• _Exercise objective_: Only lines containing the string "down" belong in the answer; copy all of them from the entries.

(Saved entries)
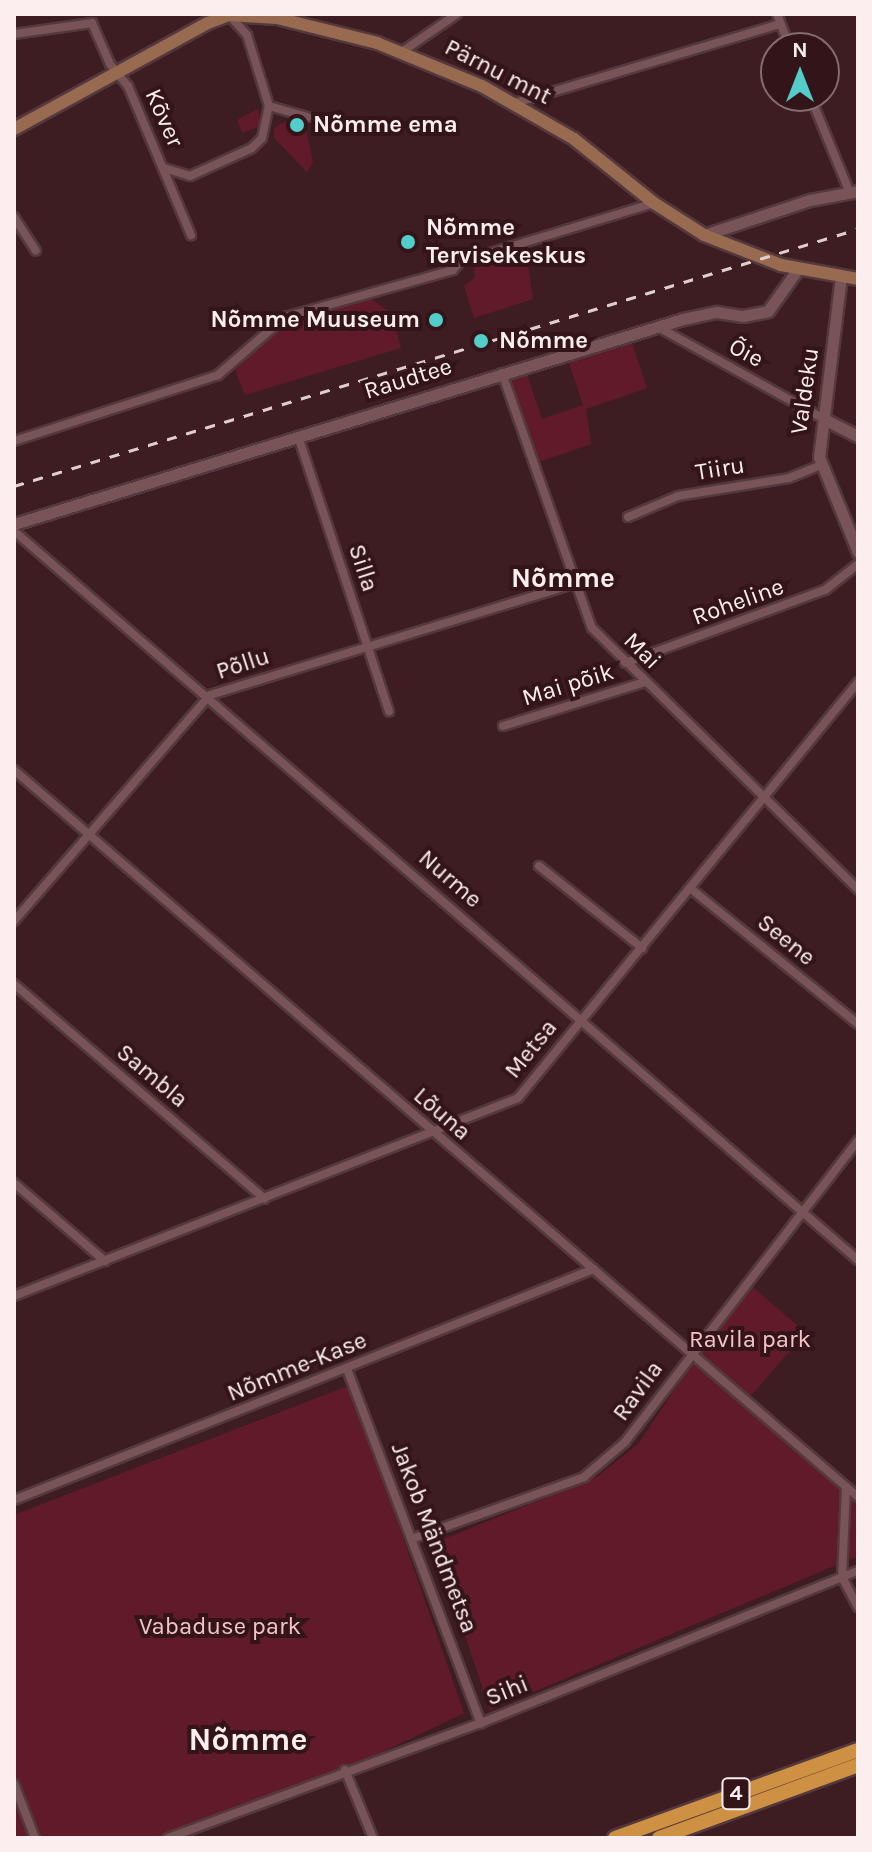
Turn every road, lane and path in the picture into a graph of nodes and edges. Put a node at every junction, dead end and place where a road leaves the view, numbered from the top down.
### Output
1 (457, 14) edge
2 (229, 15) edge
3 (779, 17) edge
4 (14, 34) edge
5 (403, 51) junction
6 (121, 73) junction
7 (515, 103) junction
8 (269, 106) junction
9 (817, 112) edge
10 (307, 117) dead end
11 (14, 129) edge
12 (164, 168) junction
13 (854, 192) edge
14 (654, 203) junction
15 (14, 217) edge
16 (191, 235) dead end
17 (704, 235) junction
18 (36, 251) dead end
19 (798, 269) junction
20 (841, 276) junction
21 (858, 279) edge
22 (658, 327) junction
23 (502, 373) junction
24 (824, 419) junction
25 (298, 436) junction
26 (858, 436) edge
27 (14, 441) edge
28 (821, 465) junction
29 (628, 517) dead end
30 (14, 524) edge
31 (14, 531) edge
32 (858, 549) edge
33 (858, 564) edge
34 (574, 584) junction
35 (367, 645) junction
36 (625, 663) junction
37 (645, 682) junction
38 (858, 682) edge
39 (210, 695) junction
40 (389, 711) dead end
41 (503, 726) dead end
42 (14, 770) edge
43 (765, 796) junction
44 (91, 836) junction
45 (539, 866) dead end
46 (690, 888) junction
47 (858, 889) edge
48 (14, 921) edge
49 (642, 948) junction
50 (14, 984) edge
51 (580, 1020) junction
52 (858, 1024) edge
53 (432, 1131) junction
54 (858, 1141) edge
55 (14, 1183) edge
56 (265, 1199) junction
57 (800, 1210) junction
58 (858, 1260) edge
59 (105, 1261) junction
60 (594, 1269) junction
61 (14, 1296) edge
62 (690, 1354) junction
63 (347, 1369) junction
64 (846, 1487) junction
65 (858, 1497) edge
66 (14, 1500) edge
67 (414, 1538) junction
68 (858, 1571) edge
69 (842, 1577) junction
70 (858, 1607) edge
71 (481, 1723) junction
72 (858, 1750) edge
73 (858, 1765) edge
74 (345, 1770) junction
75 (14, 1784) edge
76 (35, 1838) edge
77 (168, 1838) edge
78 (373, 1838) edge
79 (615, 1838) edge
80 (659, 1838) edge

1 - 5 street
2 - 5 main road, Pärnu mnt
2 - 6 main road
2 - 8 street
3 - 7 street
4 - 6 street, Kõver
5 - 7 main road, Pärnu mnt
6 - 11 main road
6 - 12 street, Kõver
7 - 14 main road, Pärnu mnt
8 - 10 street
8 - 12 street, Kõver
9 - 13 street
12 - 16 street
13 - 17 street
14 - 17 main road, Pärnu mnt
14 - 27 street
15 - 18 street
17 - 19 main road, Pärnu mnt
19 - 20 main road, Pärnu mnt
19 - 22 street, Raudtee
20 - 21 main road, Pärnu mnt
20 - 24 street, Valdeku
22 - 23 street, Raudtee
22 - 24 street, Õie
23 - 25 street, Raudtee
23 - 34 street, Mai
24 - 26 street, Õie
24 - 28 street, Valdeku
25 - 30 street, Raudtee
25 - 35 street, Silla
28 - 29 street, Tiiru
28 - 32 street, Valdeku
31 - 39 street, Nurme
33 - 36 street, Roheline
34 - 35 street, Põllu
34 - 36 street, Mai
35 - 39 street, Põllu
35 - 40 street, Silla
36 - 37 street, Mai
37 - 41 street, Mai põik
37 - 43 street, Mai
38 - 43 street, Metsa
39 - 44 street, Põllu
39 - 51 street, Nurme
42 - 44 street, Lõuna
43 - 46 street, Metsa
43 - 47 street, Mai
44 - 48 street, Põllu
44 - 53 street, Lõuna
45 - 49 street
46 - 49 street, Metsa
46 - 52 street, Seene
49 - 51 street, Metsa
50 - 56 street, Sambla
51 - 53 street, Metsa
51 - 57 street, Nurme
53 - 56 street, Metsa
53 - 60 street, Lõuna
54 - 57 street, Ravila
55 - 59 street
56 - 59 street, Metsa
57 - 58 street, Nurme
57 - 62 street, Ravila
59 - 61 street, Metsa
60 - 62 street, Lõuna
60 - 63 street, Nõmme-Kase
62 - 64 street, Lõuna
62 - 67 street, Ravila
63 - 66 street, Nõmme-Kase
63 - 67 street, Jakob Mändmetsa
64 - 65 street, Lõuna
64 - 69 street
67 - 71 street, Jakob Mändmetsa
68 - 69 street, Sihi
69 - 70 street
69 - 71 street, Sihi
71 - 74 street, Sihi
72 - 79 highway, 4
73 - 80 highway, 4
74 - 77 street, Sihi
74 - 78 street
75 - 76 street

==

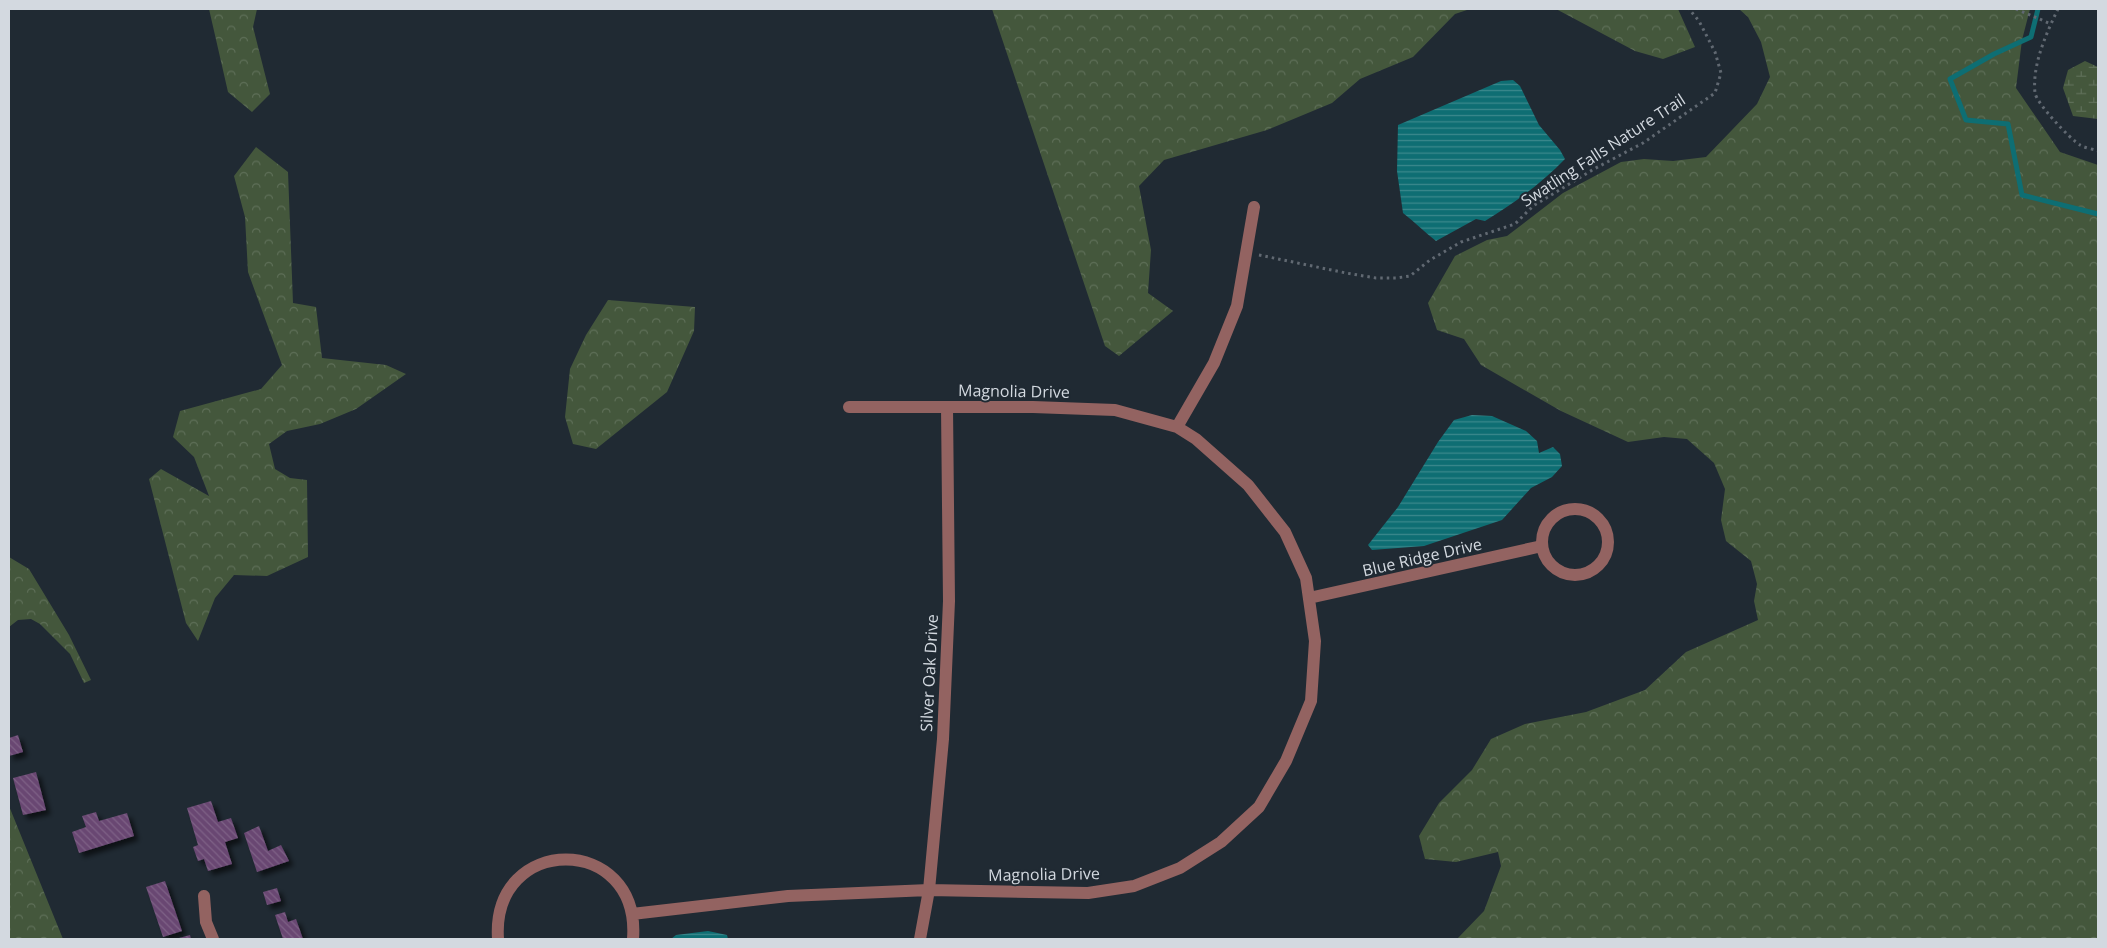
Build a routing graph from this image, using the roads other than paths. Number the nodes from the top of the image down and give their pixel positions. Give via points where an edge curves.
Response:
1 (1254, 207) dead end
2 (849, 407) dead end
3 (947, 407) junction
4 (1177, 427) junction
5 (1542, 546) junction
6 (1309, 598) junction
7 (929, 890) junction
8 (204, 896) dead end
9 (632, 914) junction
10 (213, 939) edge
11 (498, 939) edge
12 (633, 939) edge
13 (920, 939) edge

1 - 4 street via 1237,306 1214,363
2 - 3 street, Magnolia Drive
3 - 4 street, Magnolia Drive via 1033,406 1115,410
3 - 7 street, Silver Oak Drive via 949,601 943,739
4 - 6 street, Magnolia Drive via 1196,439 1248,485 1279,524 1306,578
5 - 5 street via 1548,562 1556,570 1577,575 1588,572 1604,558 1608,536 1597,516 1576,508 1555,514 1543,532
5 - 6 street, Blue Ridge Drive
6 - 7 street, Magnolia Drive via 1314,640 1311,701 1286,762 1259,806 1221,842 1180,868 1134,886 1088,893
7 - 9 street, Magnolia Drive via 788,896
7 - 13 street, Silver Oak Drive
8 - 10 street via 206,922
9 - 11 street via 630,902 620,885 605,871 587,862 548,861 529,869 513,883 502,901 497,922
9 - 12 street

• _Answer to this problem_:
Turn every road, lane and path in the picture into a graph of nodes and edges. Put a node at every junction, dead end and place where a road leaves the view, numbered from the top down.
Build a routing graph from this image, using the roads other than paths. Number the nodes from the top of the image down and give their pixel positions. Give via points where an edge curves.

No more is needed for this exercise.